I know I feel there’s never enough time. Now I feel there’s barely enough Times — New York Times, that is. This week, the New York Times changed the size of the broadsheet page it’s been printing on for generations.
The Times made the change as a cost-cutting move, and joins the Wall St. Journal as broadsheet newspapers that have shrunk the size of their pages.
From a media business perspective, I understand the need to cut costs (especially in a post-Bancroft-family-owned Wall St. Journal, whose lackluster performance made its ownership by Rupert Murdoch possible, and pressures the Sulzberger-family-owned Times). But that’s not going to solve the Times’ business challenges. You can’t cut costs to greatness. In other words, shrinking its pages is a short-term move. The more important, long-term moves will be those that position the Times as a 21st-century media property, embracing multimedia channels. (For an interesting look at what one newspaper, the Washington Post, is doing, check out Fortune’s “Hard News: Newspapers are dying. At the Washington Post Co., CEO Donald Graham is banking on the Internet to save serious journalism” by Marc Gunther.)

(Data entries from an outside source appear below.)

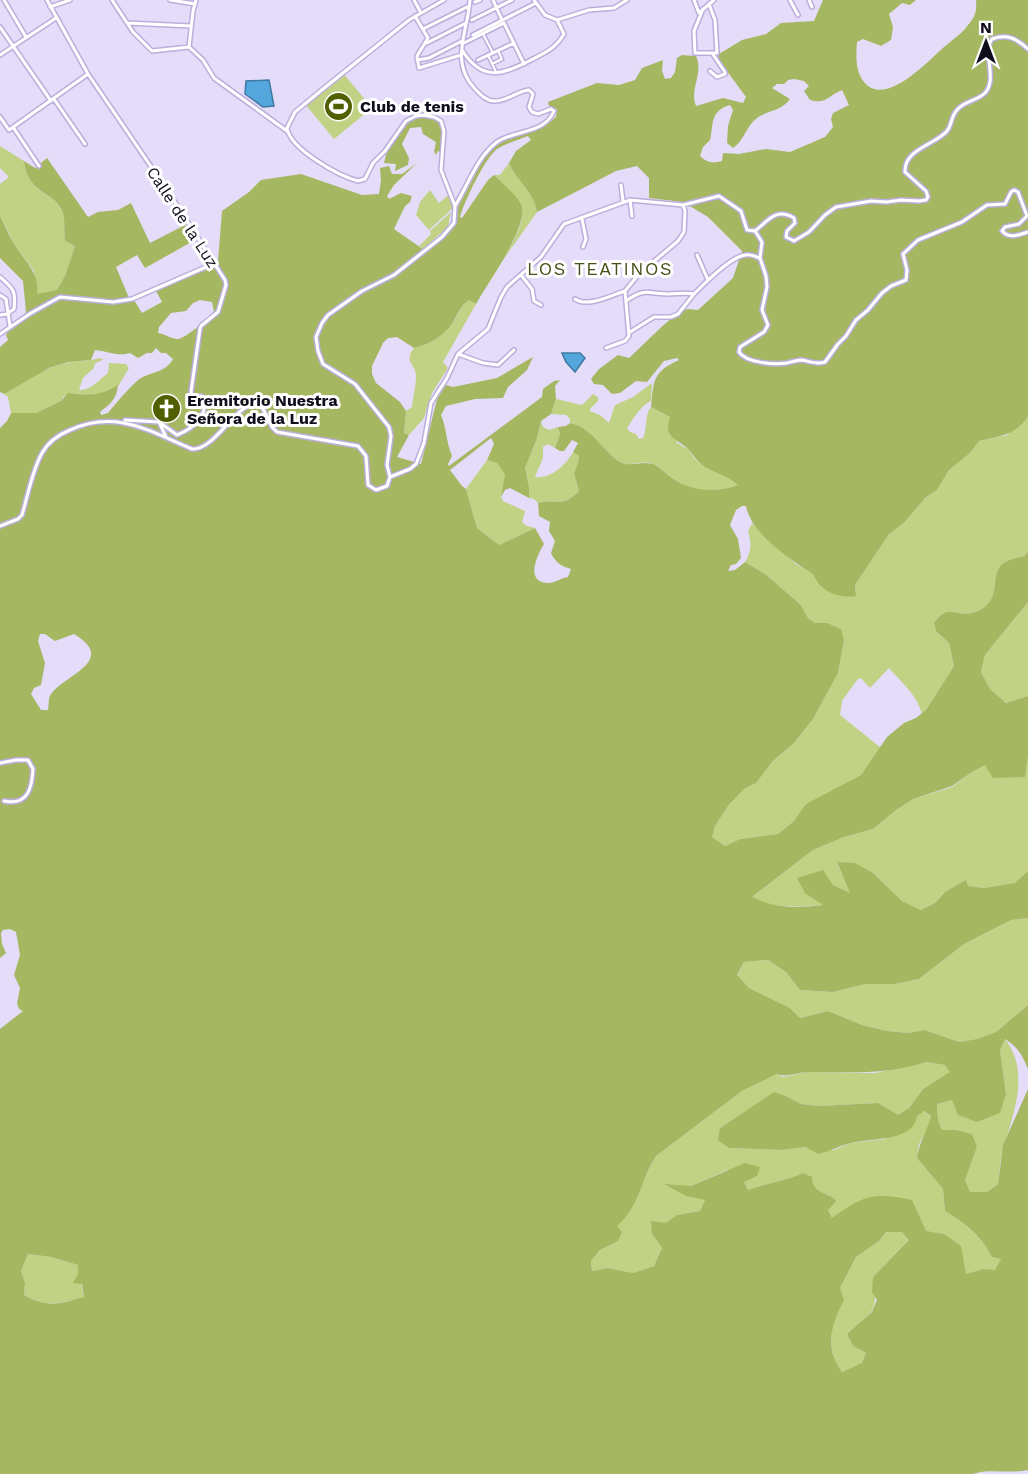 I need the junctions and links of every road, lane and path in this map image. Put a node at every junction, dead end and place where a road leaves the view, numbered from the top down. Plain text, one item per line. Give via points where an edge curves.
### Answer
1 (4, 0) edge
2 (47, 0) edge
3 (70, 0) edge
4 (112, 0) edge
5 (170, 0) edge
6 (414, 0) edge
7 (430, 0) edge
8 (444, 0) edge
9 (470, 0) edge
10 (480, 0) edge
11 (493, 0) edge
12 (512, 0) edge
13 (627, 0) edge
14 (694, 0) edge
15 (790, 0) edge
16 (809, 0) edge
17 (535, 1) edge
18 (196, 2) edge
19 (475, 2) dead end
20 (711, 2) edge
21 (433, 5) junction
22 (470, 5) junction
23 (50, 7) junction
24 (812, 7) dead end
25 (496, 8) junction
26 (703, 9) junction
27 (421, 12) junction
28 (798, 15) dead end
29 (415, 16) junction
30 (56, 18) junction
31 (472, 20) dead end
32 (502, 20) junction
33 (557, 20) junction
34 (127, 23) junction
35 (466, 23) junction
36 (191, 26) junction
37 (0, 27) edge
38 (423, 29) junction
39 (483, 34) junction
40 (473, 35) dead end
41 (26, 38) junction
42 (426, 43) junction
43 (462, 43) junction
44 (514, 43) junction
45 (13, 47) junction
46 (189, 47) junction
47 (1028, 49) edge
48 (462, 50) junction
49 (498, 51) junction
50 (493, 53) junction
51 (712, 53) junction
52 (0, 55) edge
53 (461, 55) junction
54 (488, 55) junction
55 (417, 60) junction
56 (478, 60) dead end
57 (492, 64) junction
58 (524, 64) junction
59 (710, 71) dead end
60 (497, 73) junction
61 (88, 74) junction
62 (53, 100) junction
63 (0, 117) edge
64 (11, 129) junction
65 (288, 132) junction
66 (85, 144) dead end
67 (39, 166) dead end
68 (621, 185) dead end
69 (630, 200) junction
70 (623, 201) junction
71 (683, 205) junction
72 (455, 206) junction
73 (632, 216) dead end
74 (582, 219) junction
75 (755, 231) junction
76 (1028, 232) edge
77 (583, 247) dead end
78 (698, 255) dead end
79 (760, 258) junction
80 (213, 264) junction
81 (521, 275) junction
82 (0, 278) edge
83 (708, 280) junction
84 (625, 291) junction
85 (694, 294) junction
86 (0, 295) edge
87 (575, 299) dead end
88 (626, 301) junction
89 (541, 305) dead end
90 (7, 314) junction
91 (0, 315) edge
92 (10, 327) junction
93 (630, 332) junction
94 (0, 334) edge
95 (606, 348) dead end
96 (514, 350) dead end
97 (458, 354) junction
98 (120, 421) junction
99 (159, 423) junction
100 (166, 438) junction
101 (390, 477) junction
102 (0, 526) edge
103 (0, 763) edge
104 (4, 801) dead end

1 - 41 street
2 - 23 street, Calle de la Luz
3 - 23 street
4 - 34 street
5 - 18 street
6 - 27 street
7 - 21 street
8 - 21 street
9 - 22 street
10 - 19 street
11 - 25 street
12 - 25 street
13 - 33 street via 614,8 589,10
14 - 26 street via 699,13
15 - 28 street
16 - 24 street
17 - 32 street
17 - 33 street via 545,15
18 - 36 street
20 - 26 street
20 - 51 street via 717,52
21 - 27 street
22 - 35 street
22 - 38 street
23 - 30 street, Calle de la Luz
25 - 31 street
25 - 32 street
26 - 51 street via 694,31 695,53
27 - 29 street
29 - 38 street
29 - 65 street via 295,112
30 - 41 street
30 - 61 street, Calle de la Luz
32 - 40 street
33 - 58 street via 564,32 560,41
34 - 36 street
34 - 46 street via 152,51
35 - 42 street
35 - 43 street
36 - 46 street
37 - 45 street
38 - 42 street via 428,38
39 - 43 street
39 - 44 street via 504,23
39 - 50 street
41 - 45 street
42 - 55 street
43 - 48 street
43 - 55 street
44 - 49 street
44 - 58 street
45 - 52 street
45 - 62 street
46 - 65 street via 214,78
47 - 75 street via 1011,37 990,40 987,91 958,108 947,131 919,149 905,166 907,174 926,191 925,201 871,201 836,207 805,236 794,241 786,237 795,223 789,215 771,216
48 - 53 street
48 - 60 street via 474,66
49 - 50 street
49 - 57 street via 502,59
50 - 54 street
51 - 59 street via 725,72 717,77
53 - 55 street via 419,68
53 - 72 street via 469,81 487,100 500,101 529,90 533,93 529,107 532,112 554,111 538,127 508,136 490,148
54 - 56 street
54 - 57 street
57 - 60 street
58 - 60 street
61 - 62 street
61 - 80 street, Calle de la Luz
62 - 64 street
62 - 66 street
63 - 64 street
64 - 67 street
65 - 72 street via 296,144 329,168 358,181 365,179 373,162 406,121 416,116 440,119 444,126 441,174
68 - 70 street
69 - 70 street
69 - 71 street
69 - 73 street
70 - 74 street
71 - 75 street via 723,197 743,213 747,230
71 - 84 street via 684,232 678,241
72 - 101 street via 454,224 442,237 394,275 328,315 316,337 323,364 355,384 386,421 392,436 387,465
74 - 77 street via 586,239
74 - 81 street via 564,224 541,257
75 - 79 street via 762,242
76 - 79 street via 1008,236 1002,231 1027,216 1014,190 1004,205 987,206 960,223 918,240 903,254 908,270 906,280 882,293 821,364 800,360 757,361 740,354 740,347 768,326 762,310 767,280
78 - 83 street
79 - 83 street via 741,256
80 - 92 street via 132,299 113,302 60,297
80 - 99 street, Calle de la Luz via 225,285 218,312 201,326 190,392 193,397 204,397 205,413 177,435
81 - 89 street via 532,289 534,300
81 - 97 street via 507,287 488,329
82 - 90 street via 12,287 15,297 14,309
83 - 85 street
84 - 87 street via 589,302
84 - 88 street
85 - 88 street via 647,291
85 - 93 street via 678,314 654,317
86 - 90 street via 6,299
88 - 93 street
90 - 91 street
90 - 92 street
92 - 94 street
93 - 95 street via 625,341
96 - 97 street via 498,365
97 - 101 street via 431,403 416,464
98 - 99 street, Calle de la Luz
98 - 100 street
98 - 102 street, Calle de la Luz via 86,423 53,439 40,456 22,515
99 - 100 street
100 - 101 street via 199,449 244,408 256,403 277,432 361,448 371,488 384,488
103 - 104 street via 28,760 33,769 31,786 24,798 11,803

From a reader’s perspective, I don’t like this move because it shrinks the editorial and op-ed pages. The section devoted to letters has been cut in half; the Times says it publishes more letters on its website — but that’s not the same thing, at least for those of us who still, anachronistically, feel there is more prestige to be in the print edition.

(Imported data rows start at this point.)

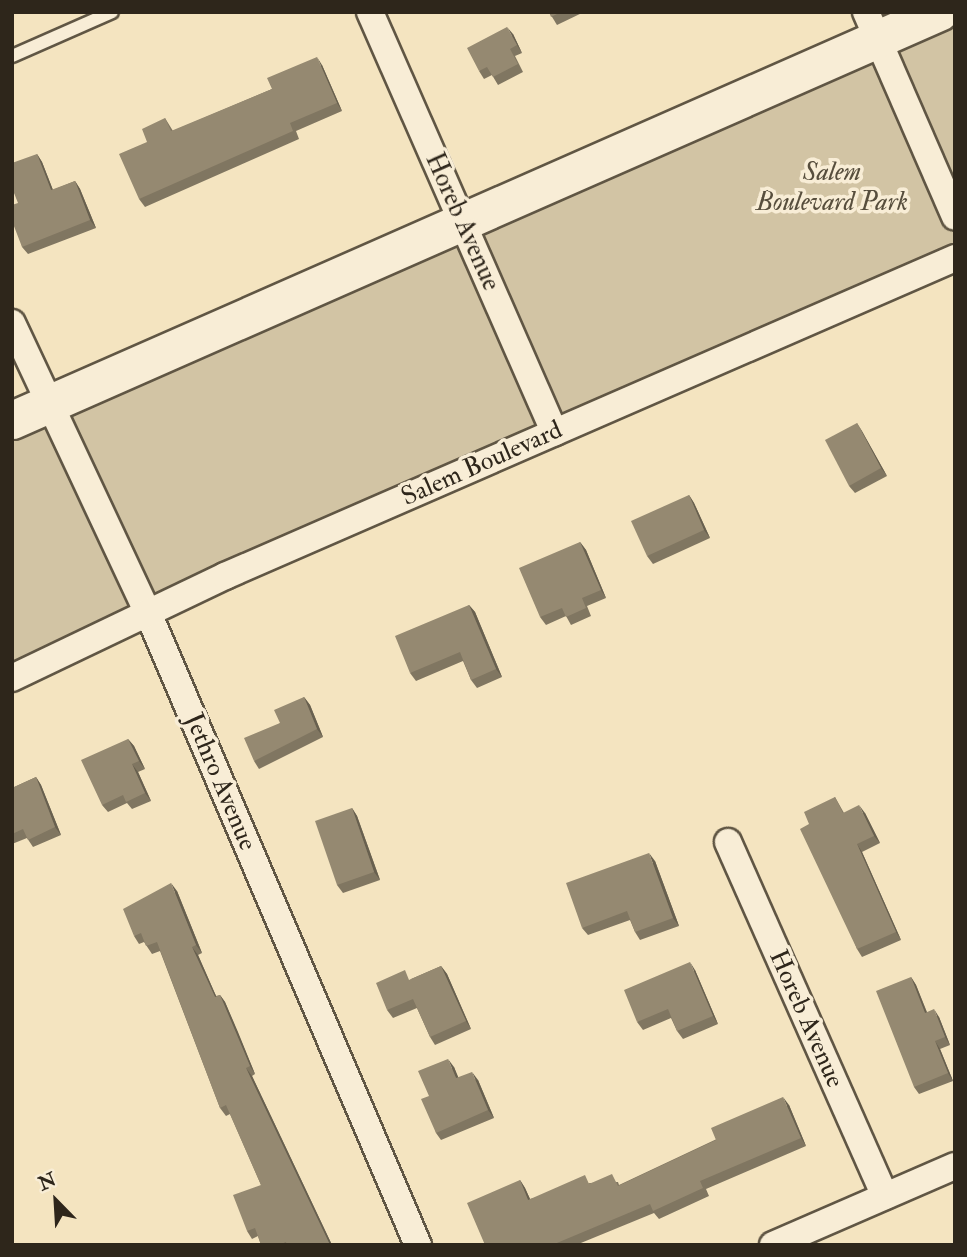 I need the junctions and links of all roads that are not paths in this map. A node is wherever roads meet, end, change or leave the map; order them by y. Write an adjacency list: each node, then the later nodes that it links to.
1 (112, 12): 5 (lane)
2 (370, 12): 7 (street, Horeb Avenue)
3 (939, 12): 4 (street)
4 (872, 26): 6 (street); 7 (street)
5 (12, 56)
6 (955, 217)
7 (462, 223): 10 (street); 12 (street, Horeb Avenue)
8 (955, 258): 12 (street, Salem Boulevard)
9 (12, 323): 10 (street, Jethro Avenue)
10 (48, 404): 11 (street); 13 (street, Jethro Avenue)
11 (12, 420)
12 (554, 432): 13 (street, Salem Boulevard)
13 (149, 615): 14 (street, Salem Boulevard); 18 (street, Jethro Avenue)
14 (12, 678)
15 (728, 842): 17 (street, Horeb Avenue)
16 (955, 1166): 17 (street)
17 (885, 1196): 19 (street)
18 (418, 1245)
19 (774, 1245) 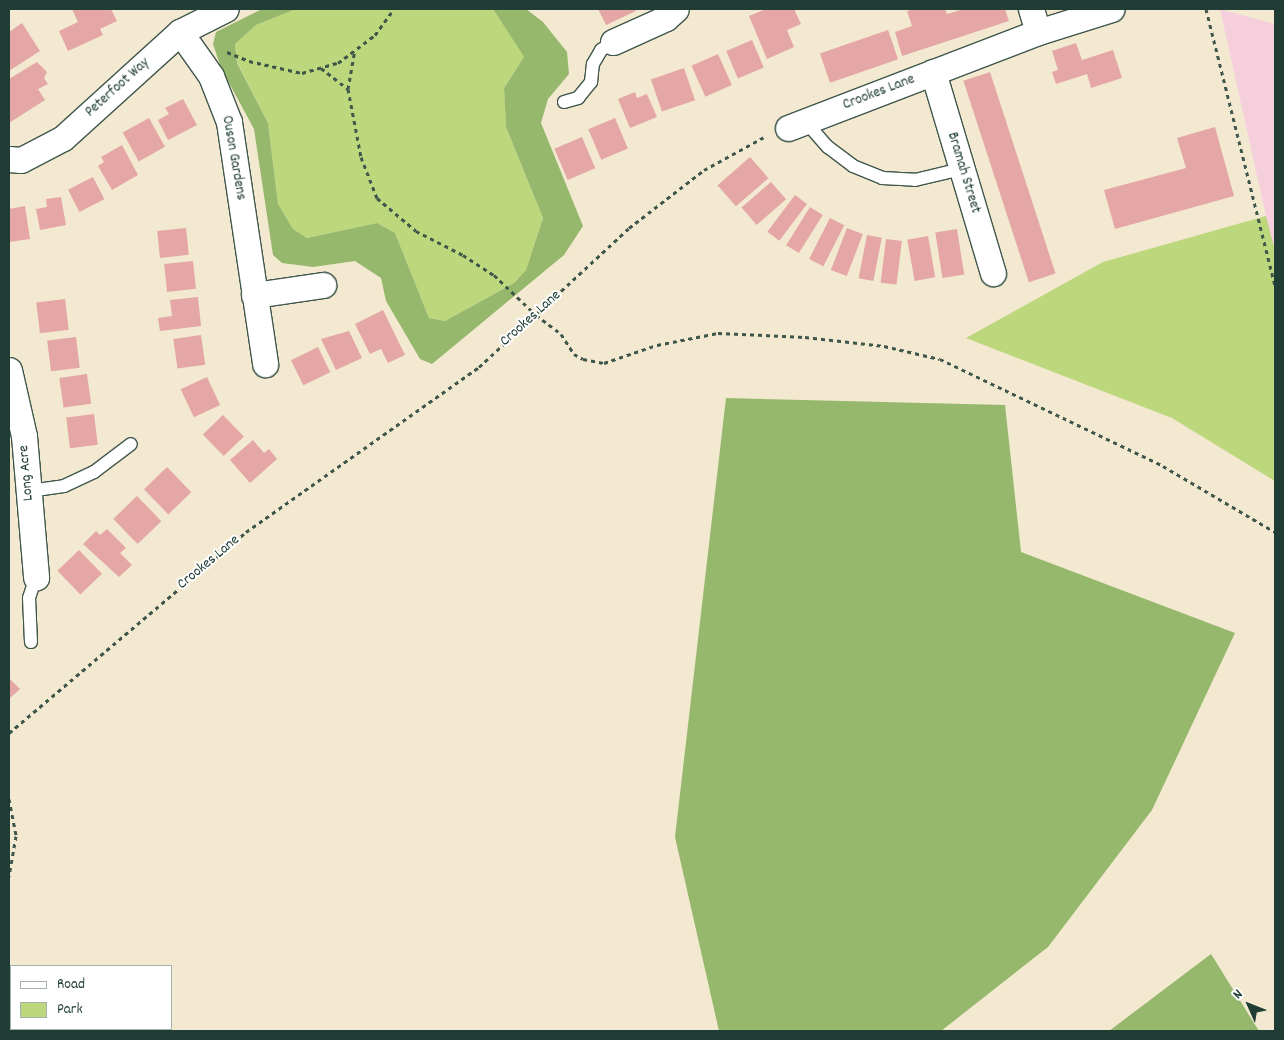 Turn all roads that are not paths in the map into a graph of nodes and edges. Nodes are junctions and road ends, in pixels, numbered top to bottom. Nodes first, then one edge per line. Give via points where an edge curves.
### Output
1 (226, 9) edge
2 (676, 9) edge
3 (1031, 9) edge
4 (1112, 9) edge
5 (180, 32) junction
6 (1038, 32) junction
7 (613, 42) joint
8 (933, 72) junction
9 (564, 102) dead end
10 (796, 124) joint
11 (9, 159) edge
12 (961, 169) junction
13 (993, 273) dead end
14 (323, 285) dead end
15 (254, 295) junction
16 (265, 364) dead end
17 (9, 370) edge
18 (131, 444) dead end
19 (29, 491) junction
20 (36, 578) joint
21 (31, 642) dead end

1 - 5 street, Peterfoot Way
2 - 7 street via 666,18
3 - 6 street
4 - 6 street, Crookes Lane
5 - 11 street, Peterfoot Way via 63,138 20,160
5 - 15 street, Ouson Gardens via 211,76 229,122
6 - 8 street, Crookes Lane
7 - 9 lane via 601,50 593,64 591,82 578,98
8 - 10 street, Crookes Lane
8 - 12 street, Bramah Street
10 - 12 lane via 852,166 882,178 915,180
12 - 13 street, Bramah Street
14 - 15 street
15 - 16 street, Ouson Gardens
17 - 19 street, Long Acre via 24,436
18 - 19 lane via 94,472 64,486
19 - 20 street, Long Acre
20 - 21 lane via 29,598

There is also less space on the op-ed page.
Since both the letters to the editor and the op-ed page are designed to provide a sense of dialog between the Times (comprised of its editorial writers, reporters, and editors) and its readers, the cost-cutting decision seems to say the Times is less interested in a dialog. The only other way readers can communicate with the Times is through its ombudsman; while that has been an interesting outlet, appearing every other week in the Sunday Op-Ed pages, letters to the ombudsman do not have the prominent placement either online or in the print version as compared with the letters to the editor or the op-ed page.

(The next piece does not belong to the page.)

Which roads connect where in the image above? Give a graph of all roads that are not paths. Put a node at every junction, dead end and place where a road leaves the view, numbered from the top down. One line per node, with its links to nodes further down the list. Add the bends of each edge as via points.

This is significant in that, given the advent of Web 2.0 tools and social media like blogs, other companies are moving in the opposite direction — to having more dialog with their customers (aka readers).
The Web 2.0-isation of PR is significant, even in a discipline that always said its communication process was much more of a two-way street than advertising and other marketing initiatives. It opens new opportunities and new challenges. The same is true for journalism. The road to survival for PR and journalism alike will be to adapt to the new ways that people use and interact with content.
But in shrinking its pages and limiting dialog with its readers, the Times is taking a step backwards.